*** Opening Material provided ***
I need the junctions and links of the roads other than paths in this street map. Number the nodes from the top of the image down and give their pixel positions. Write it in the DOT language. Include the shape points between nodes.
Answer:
*** Closing Material provided ***
*** Opening Material provided ***
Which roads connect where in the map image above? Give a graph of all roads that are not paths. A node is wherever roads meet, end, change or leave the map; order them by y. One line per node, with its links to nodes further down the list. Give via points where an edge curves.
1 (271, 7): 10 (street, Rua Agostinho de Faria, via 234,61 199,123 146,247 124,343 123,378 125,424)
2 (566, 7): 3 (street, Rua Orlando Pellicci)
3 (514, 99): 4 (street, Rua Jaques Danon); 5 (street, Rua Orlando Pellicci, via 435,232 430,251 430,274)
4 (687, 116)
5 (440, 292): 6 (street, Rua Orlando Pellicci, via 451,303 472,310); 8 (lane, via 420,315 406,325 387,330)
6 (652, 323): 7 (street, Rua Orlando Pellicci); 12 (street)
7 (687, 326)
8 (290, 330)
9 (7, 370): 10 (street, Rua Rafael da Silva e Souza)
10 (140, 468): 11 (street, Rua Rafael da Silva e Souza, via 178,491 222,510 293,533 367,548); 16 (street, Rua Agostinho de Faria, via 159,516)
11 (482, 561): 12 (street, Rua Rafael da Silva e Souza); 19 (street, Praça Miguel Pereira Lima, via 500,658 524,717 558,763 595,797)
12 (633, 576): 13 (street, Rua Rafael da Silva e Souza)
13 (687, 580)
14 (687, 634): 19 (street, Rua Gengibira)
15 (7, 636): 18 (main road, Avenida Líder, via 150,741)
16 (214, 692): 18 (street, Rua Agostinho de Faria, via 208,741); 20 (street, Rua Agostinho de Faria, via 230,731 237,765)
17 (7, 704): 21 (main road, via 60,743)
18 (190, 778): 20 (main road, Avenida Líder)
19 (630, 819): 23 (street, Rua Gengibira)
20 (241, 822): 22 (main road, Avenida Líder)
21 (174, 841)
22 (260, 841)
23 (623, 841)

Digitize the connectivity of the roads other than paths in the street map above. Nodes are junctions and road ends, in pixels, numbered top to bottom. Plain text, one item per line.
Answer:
*** Closing Material provided ***
*** Opening Material provided ***
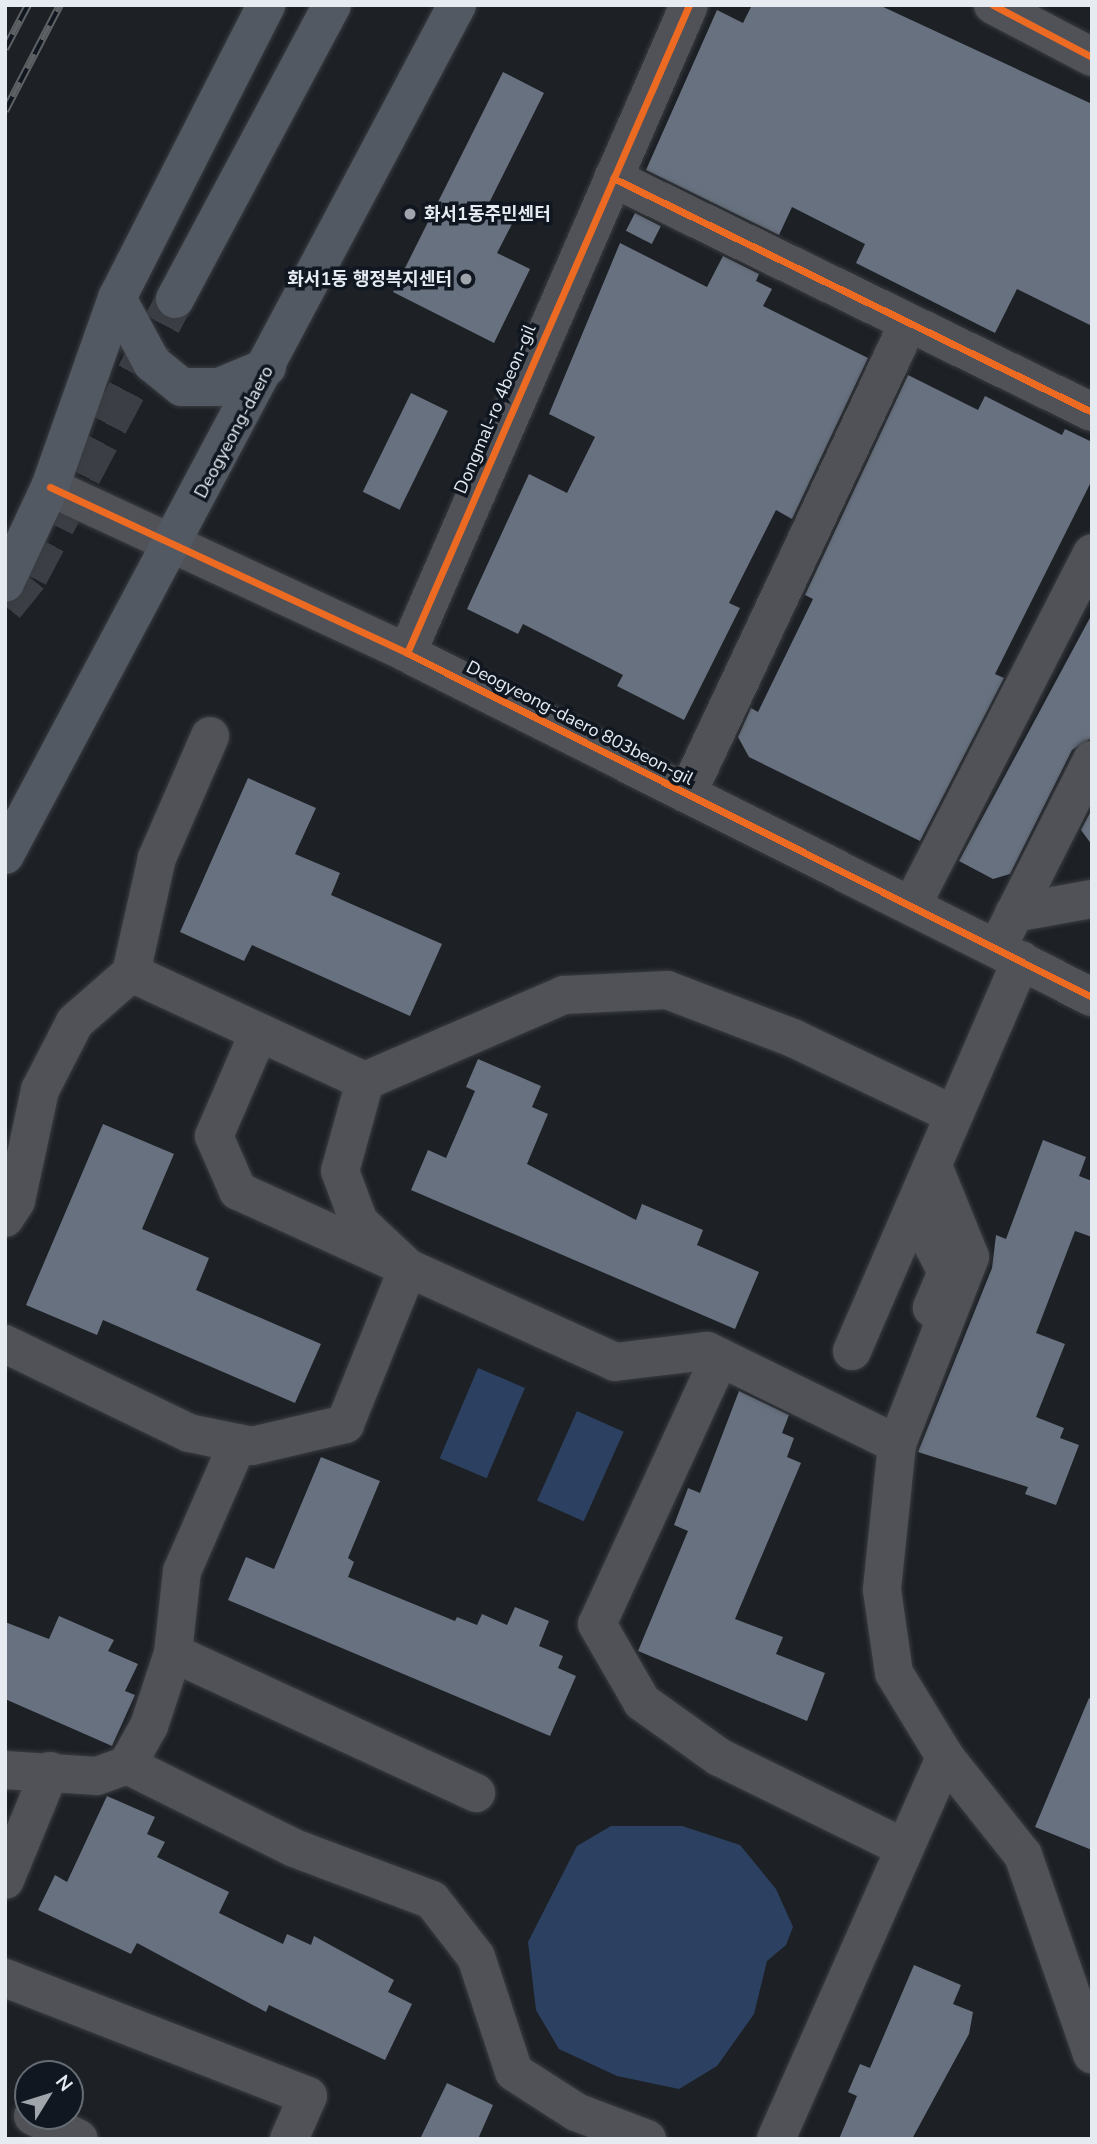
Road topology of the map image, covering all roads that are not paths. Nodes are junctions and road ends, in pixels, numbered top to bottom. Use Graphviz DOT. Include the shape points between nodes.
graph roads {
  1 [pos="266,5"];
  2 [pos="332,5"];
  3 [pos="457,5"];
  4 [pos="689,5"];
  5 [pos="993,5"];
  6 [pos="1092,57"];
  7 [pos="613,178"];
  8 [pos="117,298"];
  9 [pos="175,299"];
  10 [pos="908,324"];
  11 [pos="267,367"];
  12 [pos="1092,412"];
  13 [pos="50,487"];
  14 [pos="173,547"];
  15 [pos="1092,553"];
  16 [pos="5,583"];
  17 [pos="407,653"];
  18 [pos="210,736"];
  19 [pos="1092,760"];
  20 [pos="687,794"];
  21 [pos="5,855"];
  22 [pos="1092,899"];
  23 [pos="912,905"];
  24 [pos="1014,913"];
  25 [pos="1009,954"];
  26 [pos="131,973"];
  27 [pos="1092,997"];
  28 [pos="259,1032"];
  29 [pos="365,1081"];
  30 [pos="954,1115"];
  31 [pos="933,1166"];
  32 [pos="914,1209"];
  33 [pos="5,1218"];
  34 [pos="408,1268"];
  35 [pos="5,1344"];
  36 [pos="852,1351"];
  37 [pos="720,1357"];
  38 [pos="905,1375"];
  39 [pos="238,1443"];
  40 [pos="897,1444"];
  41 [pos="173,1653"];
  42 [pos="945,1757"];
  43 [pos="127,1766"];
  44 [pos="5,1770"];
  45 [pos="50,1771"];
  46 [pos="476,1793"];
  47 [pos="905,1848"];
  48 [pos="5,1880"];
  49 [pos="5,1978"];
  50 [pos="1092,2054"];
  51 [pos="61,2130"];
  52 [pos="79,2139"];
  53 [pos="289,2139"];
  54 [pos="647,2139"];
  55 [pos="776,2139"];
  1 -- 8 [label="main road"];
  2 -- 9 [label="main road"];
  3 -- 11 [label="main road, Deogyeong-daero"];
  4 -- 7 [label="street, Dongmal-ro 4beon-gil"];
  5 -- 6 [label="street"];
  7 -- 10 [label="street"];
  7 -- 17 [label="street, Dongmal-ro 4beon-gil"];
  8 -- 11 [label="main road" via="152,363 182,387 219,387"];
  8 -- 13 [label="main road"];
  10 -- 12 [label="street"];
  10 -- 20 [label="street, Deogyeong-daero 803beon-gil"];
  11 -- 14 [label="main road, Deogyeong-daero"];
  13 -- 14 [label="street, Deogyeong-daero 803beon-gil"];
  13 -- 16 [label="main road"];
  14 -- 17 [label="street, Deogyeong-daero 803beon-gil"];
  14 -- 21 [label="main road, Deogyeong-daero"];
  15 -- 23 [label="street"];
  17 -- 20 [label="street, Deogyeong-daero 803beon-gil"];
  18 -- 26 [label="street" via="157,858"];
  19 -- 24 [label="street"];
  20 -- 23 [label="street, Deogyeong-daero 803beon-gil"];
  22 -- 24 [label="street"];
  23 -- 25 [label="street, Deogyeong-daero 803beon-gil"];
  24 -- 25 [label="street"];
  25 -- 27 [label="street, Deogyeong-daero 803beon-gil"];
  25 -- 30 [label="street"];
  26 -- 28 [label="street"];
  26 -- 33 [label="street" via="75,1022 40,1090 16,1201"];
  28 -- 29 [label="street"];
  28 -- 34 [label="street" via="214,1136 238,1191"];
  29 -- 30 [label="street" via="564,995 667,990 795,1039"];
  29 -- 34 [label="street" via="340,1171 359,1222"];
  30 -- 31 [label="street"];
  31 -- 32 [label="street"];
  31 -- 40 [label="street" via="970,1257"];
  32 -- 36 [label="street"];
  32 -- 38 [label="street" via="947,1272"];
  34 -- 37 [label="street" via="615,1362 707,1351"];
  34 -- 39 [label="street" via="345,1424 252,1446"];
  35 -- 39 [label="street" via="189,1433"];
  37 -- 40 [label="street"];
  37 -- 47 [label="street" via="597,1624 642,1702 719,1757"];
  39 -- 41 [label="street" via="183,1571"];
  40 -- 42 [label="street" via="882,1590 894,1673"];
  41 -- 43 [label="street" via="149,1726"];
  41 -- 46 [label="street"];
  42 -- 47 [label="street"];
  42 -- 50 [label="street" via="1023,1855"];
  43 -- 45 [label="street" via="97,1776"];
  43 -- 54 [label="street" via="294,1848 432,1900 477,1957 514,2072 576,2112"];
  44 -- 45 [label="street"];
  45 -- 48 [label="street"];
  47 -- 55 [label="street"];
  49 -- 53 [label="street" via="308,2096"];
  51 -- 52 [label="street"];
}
*** Closing Material provided ***
Problem details
Filter the data for the string "other". Copy each matching line.

Exercise response
I need the junctions and links of the roads other than paths in this street map. Number the nodes from the top of the image down and give their pixel positions. Write it in the DOT language. Include the shape points between nodes.
Digitize the connectivity of the roads other than paths in the street map above. Nodes are junctions and road ends, in pixels, numbered top to bottom. Plain text, one item per line.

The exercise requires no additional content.